# ACTION ITEM:
If a line below contains "Johnson", count it; then state how many such lines there are, and nothing else.

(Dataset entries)
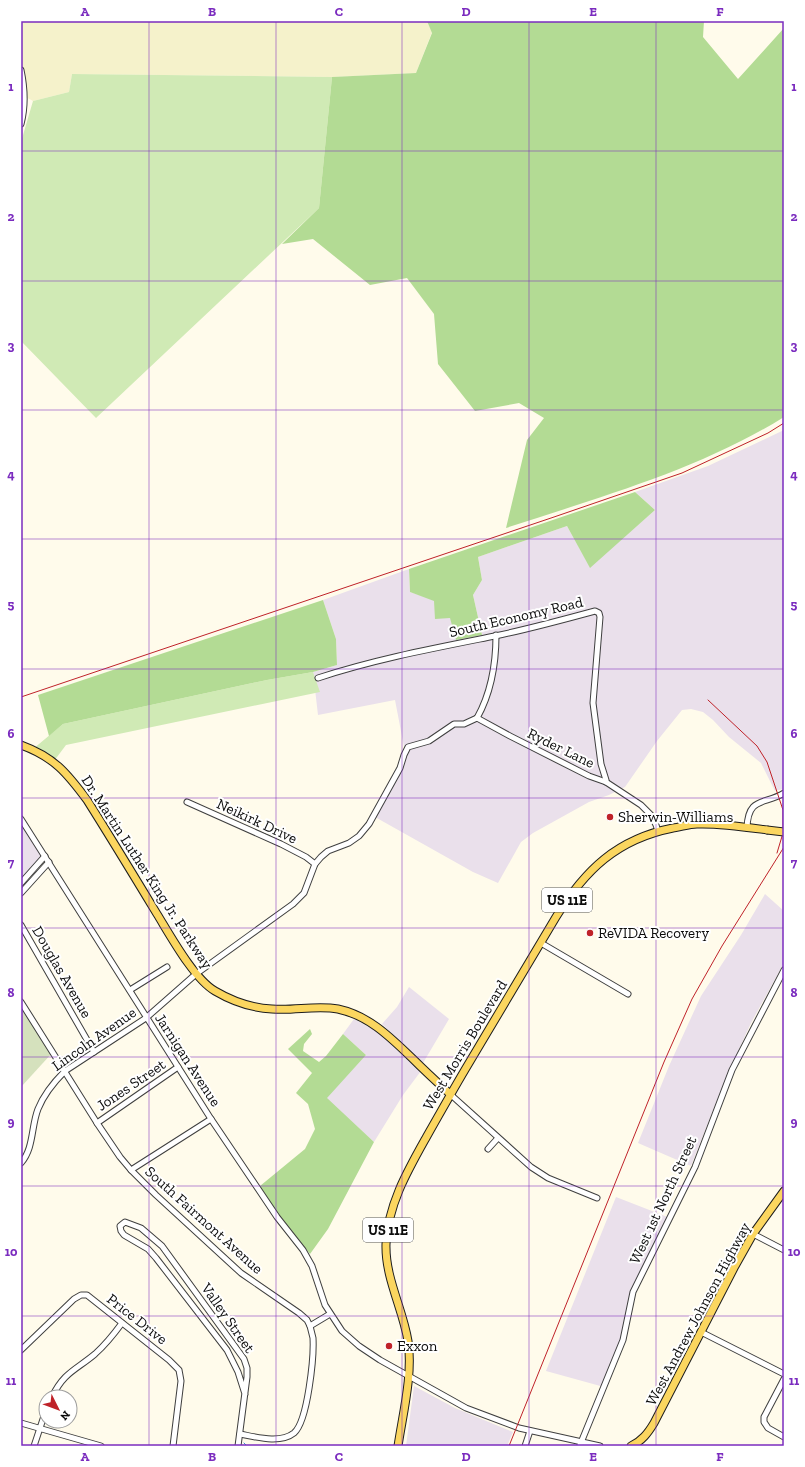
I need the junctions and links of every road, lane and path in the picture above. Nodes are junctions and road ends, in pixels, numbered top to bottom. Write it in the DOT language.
graph roads {
  1 [pos="21,70"];
  2 [pos="21,124"];
  3 [pos="496,636"];
  4 [pos="318,678"];
  5 [pos="477,718"];
  6 [pos="21,745"];
  7 [pos="606,782"];
  8 [pos="784,793"];
  9 [pos="187,802"];
  10 [pos="21,819"];
  11 [pos="747,828"];
  12 [pos="658,831"];
  13 [pos="784,832"];
  14 [pos="45,856"];
  15 [pos="49,862"];
  16 [pos="315,864"];
  17 [pos="21,883"];
  18 [pos="21,893"];
  19 [pos="21,925"];
  20 [pos="541,943"];
  21 [pos="166,967"];
  22 [pos="784,970"];
  23 [pos="196,974"];
  24 [pos="130,990"];
  25 [pos="628,994"];
  26 [pos="21,1002"];
  27 [pos="146,1018"];
  28 [pos="94,1052"];
  29 [pos="178,1068"];
  30 [pos="65,1071"];
  31 [pos="450,1094"];
  32 [pos="211,1119"];
  33 [pos="97,1123"];
  34 [pos="498,1138"];
  35 [pos="488,1149"];
  36 [pos="21,1163"];
  37 [pos="131,1170"];
  38 [pos="784,1191"];
  39 [pos="597,1198"];
  40 [pos="753,1234"];
  41 [pos="784,1250"];
  42 [pos="330,1314"];
  43 [pos="122,1324"];
  44 [pos="310,1326"];
  45 [pos="701,1332"];
  46 [pos="21,1350"];
  47 [pos="784,1374"];
  48 [pos="408,1377"];
  49 [pos="784,1379"];
  50 [pos="56,1389"];
  51 [pos="245,1394"];
  52 [pos="21,1423"];
  53 [pos="38,1427"];
  54 [pos="40,1429"];
  55 [pos="43,1429"];
  56 [pos="530,1431"];
  57 [pos="240,1434"];
  58 [pos="784,1437"];
  59 [pos="86,1444"];
  60 [pos="582,1445"];
  61 [pos="634,1445"];
  62 [pos="34,1446"];
  63 [pos="101,1446"];
  64 [pos="173,1446"];
  65 [pos="238,1446"];
  66 [pos="398,1446"];
  67 [pos="524,1446"];
  68 [pos="600,1446"];
  1 -- 2 [label="street"];
  3 -- 4 [label="street, South Economy Road"];
  3 -- 5 [label="street"];
  3 -- 7 [label="street, South Economy Road"];
  5 -- 7 [label="street, Ryder Lane"];
  5 -- 16 [label="street"];
  6 -- 23 [label="main road, Dr. Martin Luther King Jr. Parkway"];
  7 -- 12 [label="street, Ryder Lane"];
  8 -- 11 [label="street"];
  9 -- 16 [label="street, Neikirk Drive"];
  10 -- 14 [label="street, Jarnigan Avenue"];
  11 -- 12 [label="main road, West Morris Boulevard / US 11E"];
  11 -- 13 [label="main road, West Morris Boulevard / US 11E, bridge"];
  12 -- 20 [label="main road, West Morris Boulevard / US 11E"];
  14 -- 15 [label="street, Jarnigan Avenue"];
  14 -- 17 [label="street"];
  15 -- 18 [label="street"];
  15 -- 24 [label="street, Jarnigan Avenue"];
  16 -- 23 [label="street, Lincoln Avenue"];
  19 -- 28 [label="street, Douglas Avenue"];
  20 -- 25 [label="street"];
  20 -- 31 [label="main road, West Morris Boulevard / US 11E"];
  21 -- 24 [label="street"];
  22 -- 60 [label="street, West 1st North Street"];
  23 -- 27 [label="street, Lincoln Avenue"];
  23 -- 31 [label="main road, Dr. Martin Luther King Jr. Parkway"];
  24 -- 27 [label="street, Jarnigan Avenue"];
  26 -- 30 [label="street, South Fairmont Avenue"];
  27 -- 28 [label="street, Lincoln Avenue"];
  27 -- 29 [label="street, Jarnigan Avenue"];
  28 -- 30 [label="street, Lincoln Avenue"];
  29 -- 32 [label="street, Jarnigan Avenue"];
  29 -- 33 [label="street, Jones Street"];
  30 -- 33 [label="street, South Fairmont Avenue"];
  30 -- 36 [label="street, Lincoln Avenue"];
  31 -- 34 [label="street, Dr. Martin Luther King Jr. Parkway"];
  31 -- 48 [label="main road, West Morris Boulevard / US 11E"];
  32 -- 37 [label="street"];
  32 -- 42 [label="street, Jarnigan Avenue"];
  33 -- 37 [label="street, South Fairmont Avenue"];
  34 -- 35 [label="street"];
  34 -- 39 [label="street, Dr. Martin Luther King Jr. Parkway"];
  37 -- 44 [label="street, South Fairmont Avenue"];
  38 -- 40 [label="main road, West Andrew Johnson Highway"];
  40 -- 41 [label="street"];
  40 -- 45 [label="main road, West Andrew Johnson Highway"];
  42 -- 44 [label="street"];
  42 -- 48 [label="street"];
  43 -- 46 [label="street, Price Drive"];
  43 -- 50 [label="street"];
  43 -- 64 [label="street, Price Drive"];
  44 -- 57 [label="street"];
  45 -- 47 [label="street"];
  45 -- 61 [label="main road, West Andrew Johnson Highway"];
  48 -- 56 [label="street"];
  48 -- 66 [label="main road, West Morris Boulevard / US 11E"];
  49 -- 58 [label="street"];
  51 -- 51 [label="street, Valley Street"];
  51 -- 57 [label="street"];
  52 -- 53 [label="street"];
  54 -- 62 [label="street"];
  55 -- 59 [label="street"];
  56 -- 60 [label="street"];
  56 -- 67 [label="street"];
  57 -- 65 [label="street"];
  59 -- 63 [label="street"];
  60 -- 68 [label="street"];
}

# REPLY:
3